▶ [Task details] Each line below that contains "Write" should be counted. Give only the total.

▶ [Given entries]
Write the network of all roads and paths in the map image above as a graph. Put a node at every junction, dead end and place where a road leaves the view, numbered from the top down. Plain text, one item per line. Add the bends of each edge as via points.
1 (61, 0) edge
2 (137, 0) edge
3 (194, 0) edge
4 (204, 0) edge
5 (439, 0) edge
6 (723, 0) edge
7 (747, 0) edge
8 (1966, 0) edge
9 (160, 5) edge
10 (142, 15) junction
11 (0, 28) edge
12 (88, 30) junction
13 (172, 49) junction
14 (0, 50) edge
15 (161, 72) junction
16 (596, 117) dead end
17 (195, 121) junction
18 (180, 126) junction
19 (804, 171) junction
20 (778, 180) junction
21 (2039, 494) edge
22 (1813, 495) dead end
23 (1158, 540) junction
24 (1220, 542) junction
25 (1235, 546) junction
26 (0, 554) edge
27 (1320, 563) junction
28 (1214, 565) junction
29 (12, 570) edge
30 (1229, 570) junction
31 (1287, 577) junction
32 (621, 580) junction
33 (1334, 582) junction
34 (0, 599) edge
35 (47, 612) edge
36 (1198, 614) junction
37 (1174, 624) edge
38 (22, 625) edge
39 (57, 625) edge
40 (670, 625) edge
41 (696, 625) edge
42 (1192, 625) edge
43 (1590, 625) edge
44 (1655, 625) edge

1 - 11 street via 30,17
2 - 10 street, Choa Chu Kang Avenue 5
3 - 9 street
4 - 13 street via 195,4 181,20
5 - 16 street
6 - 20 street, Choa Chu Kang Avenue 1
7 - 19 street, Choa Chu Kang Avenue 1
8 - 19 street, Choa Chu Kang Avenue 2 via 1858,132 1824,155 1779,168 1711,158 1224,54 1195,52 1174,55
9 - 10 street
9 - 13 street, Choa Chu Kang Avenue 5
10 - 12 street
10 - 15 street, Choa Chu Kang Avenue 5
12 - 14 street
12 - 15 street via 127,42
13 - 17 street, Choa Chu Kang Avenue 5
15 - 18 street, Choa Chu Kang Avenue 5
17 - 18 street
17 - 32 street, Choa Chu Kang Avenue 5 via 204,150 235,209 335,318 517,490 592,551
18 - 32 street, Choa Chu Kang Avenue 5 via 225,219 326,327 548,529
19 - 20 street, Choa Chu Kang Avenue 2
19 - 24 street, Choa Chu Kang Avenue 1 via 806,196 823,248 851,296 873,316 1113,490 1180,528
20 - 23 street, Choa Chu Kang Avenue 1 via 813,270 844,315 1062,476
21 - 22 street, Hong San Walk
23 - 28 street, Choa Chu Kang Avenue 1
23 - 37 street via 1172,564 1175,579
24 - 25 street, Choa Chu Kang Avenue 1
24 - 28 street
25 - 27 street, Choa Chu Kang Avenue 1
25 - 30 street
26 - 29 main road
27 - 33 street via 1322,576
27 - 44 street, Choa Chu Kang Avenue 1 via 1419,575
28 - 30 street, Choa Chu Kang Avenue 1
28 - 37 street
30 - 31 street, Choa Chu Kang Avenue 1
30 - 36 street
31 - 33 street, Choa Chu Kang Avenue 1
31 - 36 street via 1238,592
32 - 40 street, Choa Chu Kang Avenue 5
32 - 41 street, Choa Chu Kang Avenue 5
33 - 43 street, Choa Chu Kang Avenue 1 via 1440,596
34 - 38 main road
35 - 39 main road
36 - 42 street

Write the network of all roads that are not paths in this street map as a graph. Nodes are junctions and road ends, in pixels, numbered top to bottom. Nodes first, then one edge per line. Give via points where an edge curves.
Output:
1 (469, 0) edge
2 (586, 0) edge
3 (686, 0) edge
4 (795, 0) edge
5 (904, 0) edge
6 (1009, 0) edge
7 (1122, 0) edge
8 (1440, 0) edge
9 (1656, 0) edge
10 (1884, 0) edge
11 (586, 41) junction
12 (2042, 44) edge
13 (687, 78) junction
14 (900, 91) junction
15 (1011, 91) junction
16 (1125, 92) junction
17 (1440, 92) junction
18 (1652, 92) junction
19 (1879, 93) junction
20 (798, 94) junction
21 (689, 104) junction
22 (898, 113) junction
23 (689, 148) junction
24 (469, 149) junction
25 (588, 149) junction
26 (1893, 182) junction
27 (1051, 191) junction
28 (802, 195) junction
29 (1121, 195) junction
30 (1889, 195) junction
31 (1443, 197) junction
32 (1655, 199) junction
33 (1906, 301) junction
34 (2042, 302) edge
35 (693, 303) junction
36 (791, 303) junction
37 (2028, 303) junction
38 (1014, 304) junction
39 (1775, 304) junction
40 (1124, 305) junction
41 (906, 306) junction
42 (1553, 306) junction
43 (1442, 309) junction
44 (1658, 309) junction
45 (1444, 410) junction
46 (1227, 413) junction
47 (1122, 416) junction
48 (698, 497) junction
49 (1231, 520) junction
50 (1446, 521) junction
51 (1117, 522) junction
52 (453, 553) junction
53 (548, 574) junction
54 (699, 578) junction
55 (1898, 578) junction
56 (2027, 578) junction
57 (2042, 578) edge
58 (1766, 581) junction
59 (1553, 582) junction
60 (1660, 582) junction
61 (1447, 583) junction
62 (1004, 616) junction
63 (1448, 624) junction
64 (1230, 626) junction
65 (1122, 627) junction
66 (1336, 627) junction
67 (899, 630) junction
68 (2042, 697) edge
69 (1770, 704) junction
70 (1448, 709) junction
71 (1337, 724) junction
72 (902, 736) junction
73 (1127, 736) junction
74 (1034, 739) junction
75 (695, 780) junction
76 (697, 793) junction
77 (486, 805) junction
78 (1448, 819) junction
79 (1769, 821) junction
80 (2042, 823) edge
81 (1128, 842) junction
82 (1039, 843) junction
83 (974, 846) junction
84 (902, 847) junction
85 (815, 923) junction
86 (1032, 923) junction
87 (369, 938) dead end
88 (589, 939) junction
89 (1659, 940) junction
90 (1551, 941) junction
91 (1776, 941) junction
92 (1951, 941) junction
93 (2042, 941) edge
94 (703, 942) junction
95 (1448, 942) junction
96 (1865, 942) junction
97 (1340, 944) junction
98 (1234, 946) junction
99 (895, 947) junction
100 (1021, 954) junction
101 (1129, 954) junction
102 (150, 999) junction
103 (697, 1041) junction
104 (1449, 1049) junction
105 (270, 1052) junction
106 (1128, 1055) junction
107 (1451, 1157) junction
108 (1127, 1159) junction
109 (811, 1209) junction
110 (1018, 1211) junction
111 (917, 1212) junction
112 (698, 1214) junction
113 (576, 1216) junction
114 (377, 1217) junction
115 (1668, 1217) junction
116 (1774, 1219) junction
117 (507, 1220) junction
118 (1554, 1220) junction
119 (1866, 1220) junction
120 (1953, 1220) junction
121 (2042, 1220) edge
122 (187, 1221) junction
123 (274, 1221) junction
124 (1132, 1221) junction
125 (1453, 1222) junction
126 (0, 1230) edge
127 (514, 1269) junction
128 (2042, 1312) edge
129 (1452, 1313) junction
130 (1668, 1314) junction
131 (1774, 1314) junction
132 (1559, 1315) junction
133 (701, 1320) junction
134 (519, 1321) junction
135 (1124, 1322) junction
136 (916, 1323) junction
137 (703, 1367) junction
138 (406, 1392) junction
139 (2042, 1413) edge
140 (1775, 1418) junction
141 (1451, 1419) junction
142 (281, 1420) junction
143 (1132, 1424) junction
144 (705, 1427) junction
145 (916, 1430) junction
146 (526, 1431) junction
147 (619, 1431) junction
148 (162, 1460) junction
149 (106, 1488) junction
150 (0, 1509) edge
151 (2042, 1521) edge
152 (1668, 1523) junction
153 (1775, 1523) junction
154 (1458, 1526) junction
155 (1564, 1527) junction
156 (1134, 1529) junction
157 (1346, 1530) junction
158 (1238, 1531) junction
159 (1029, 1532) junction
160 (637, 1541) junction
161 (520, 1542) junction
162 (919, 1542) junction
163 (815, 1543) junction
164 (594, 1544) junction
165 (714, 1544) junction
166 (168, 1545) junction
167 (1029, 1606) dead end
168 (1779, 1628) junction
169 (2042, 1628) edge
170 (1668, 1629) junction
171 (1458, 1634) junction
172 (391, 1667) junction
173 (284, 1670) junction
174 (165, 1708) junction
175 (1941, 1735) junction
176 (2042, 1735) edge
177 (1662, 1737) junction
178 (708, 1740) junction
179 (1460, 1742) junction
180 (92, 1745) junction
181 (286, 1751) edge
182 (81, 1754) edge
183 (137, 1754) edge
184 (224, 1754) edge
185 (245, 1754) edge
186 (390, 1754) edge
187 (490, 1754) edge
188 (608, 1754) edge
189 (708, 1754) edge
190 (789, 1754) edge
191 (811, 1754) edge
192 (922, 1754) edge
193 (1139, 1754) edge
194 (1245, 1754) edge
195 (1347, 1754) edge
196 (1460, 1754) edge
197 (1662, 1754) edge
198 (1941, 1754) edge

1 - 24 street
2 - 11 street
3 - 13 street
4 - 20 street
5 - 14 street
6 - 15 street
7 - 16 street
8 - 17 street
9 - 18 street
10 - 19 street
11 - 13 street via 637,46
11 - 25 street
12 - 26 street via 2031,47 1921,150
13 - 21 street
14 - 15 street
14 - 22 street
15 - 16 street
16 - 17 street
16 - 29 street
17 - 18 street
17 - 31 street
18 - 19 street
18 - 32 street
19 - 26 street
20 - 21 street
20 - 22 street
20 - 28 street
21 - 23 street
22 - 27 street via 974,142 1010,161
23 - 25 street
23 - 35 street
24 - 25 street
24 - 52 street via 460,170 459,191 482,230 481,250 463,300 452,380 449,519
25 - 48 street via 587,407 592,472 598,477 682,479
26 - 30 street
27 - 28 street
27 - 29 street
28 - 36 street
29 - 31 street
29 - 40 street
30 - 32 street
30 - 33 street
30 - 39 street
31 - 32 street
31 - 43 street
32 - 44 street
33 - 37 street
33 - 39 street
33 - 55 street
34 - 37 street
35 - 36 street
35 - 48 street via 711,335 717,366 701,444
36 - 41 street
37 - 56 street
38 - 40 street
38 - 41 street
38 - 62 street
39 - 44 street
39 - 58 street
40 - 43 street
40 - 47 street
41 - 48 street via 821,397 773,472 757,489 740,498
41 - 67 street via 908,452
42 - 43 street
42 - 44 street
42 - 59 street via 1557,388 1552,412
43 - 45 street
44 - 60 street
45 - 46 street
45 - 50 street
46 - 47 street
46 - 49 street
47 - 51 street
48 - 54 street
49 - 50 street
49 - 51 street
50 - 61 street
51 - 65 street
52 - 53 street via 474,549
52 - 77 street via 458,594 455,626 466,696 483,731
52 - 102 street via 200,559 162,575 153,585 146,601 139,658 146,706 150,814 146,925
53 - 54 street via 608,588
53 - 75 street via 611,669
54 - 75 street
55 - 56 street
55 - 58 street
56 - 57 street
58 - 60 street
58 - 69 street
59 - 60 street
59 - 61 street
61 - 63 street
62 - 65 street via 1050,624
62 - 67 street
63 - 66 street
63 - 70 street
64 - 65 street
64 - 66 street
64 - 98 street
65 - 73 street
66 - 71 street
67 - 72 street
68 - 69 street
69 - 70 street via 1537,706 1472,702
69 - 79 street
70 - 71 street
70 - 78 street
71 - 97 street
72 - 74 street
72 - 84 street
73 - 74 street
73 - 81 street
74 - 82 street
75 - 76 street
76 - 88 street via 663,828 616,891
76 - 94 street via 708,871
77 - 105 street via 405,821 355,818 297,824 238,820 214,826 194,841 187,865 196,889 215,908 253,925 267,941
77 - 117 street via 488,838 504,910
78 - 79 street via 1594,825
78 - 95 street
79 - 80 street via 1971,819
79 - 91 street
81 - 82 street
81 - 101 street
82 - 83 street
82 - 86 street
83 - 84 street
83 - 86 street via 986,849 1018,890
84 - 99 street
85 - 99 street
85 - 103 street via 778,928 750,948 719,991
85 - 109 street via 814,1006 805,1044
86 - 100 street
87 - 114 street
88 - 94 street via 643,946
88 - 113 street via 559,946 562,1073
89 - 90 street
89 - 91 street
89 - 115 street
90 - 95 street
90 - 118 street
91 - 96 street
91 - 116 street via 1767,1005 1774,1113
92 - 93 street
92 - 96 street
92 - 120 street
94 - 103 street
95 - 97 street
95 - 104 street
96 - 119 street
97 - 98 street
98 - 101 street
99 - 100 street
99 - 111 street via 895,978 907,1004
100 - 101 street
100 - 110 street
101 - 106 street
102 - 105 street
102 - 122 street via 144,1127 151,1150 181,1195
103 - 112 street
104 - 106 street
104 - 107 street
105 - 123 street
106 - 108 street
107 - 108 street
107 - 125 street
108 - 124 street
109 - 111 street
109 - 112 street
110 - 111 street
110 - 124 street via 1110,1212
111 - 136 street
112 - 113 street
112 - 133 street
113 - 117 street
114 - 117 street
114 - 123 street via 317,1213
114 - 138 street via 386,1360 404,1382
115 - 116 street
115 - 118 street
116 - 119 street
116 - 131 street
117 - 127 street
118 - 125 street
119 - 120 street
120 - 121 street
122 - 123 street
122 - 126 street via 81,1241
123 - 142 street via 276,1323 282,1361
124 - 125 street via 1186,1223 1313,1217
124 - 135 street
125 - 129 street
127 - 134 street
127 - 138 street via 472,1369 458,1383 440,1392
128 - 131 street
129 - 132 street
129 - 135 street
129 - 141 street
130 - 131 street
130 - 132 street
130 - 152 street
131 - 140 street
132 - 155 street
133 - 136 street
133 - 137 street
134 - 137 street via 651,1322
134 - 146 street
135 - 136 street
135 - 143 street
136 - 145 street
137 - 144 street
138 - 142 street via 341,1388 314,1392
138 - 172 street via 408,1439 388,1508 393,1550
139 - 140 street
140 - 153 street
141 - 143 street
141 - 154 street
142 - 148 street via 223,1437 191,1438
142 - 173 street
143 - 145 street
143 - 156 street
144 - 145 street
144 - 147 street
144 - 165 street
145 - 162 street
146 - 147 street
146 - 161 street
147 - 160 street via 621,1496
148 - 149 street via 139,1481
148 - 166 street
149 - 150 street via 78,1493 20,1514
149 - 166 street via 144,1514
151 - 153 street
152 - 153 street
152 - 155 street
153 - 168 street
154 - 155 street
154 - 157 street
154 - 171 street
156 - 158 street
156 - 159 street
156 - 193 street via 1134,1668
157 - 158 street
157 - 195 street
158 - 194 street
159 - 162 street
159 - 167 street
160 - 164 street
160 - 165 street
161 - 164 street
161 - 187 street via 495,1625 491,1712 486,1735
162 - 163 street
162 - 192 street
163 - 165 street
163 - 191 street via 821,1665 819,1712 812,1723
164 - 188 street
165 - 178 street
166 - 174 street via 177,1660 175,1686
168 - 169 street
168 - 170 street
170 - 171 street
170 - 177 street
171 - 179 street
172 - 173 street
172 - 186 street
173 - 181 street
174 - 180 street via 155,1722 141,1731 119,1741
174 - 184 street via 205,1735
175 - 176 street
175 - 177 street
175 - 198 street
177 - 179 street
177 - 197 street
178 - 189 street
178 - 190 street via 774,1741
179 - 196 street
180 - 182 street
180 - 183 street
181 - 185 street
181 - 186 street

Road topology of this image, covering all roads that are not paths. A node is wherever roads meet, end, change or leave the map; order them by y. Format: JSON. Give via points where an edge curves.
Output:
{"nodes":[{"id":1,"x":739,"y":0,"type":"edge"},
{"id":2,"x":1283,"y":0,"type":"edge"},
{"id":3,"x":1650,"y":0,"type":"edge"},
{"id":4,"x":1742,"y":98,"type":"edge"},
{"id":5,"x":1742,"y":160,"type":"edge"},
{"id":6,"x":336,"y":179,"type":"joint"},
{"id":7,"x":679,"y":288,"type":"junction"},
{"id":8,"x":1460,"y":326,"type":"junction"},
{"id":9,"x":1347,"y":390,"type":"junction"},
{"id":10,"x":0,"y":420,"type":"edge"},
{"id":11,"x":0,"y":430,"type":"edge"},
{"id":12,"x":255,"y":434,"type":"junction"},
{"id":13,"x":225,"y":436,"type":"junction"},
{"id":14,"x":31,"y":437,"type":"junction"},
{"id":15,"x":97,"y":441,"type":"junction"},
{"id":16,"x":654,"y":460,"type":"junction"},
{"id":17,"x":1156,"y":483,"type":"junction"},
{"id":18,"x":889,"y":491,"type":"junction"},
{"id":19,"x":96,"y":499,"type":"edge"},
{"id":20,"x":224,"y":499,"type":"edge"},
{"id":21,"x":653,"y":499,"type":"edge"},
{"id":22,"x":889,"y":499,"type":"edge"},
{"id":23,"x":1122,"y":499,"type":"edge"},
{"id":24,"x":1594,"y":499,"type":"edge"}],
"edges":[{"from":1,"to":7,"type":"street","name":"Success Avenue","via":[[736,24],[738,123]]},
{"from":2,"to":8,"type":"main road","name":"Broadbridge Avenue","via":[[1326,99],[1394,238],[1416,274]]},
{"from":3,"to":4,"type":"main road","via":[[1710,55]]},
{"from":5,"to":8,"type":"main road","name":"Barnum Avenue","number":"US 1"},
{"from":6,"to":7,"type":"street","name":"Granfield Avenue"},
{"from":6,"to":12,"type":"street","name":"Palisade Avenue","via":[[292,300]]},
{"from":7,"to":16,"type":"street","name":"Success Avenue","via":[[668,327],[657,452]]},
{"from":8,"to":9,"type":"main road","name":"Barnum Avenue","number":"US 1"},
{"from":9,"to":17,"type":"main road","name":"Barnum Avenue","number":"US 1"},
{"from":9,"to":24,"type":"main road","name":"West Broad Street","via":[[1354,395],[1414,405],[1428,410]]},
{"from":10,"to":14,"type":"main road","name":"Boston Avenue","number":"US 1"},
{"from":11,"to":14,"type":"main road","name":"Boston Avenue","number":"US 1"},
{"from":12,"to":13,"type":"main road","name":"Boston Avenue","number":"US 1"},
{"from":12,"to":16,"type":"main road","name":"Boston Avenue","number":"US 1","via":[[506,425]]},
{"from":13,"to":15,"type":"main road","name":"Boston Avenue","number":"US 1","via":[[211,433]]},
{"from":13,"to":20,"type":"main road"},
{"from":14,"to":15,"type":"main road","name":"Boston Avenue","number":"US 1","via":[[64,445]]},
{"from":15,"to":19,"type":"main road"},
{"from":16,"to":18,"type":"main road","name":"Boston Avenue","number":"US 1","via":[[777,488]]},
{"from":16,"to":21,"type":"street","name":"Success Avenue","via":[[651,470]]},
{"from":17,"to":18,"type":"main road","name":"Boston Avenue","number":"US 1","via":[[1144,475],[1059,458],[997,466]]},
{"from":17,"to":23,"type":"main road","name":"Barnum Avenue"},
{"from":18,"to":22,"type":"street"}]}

▶ [Response to the exercise] 2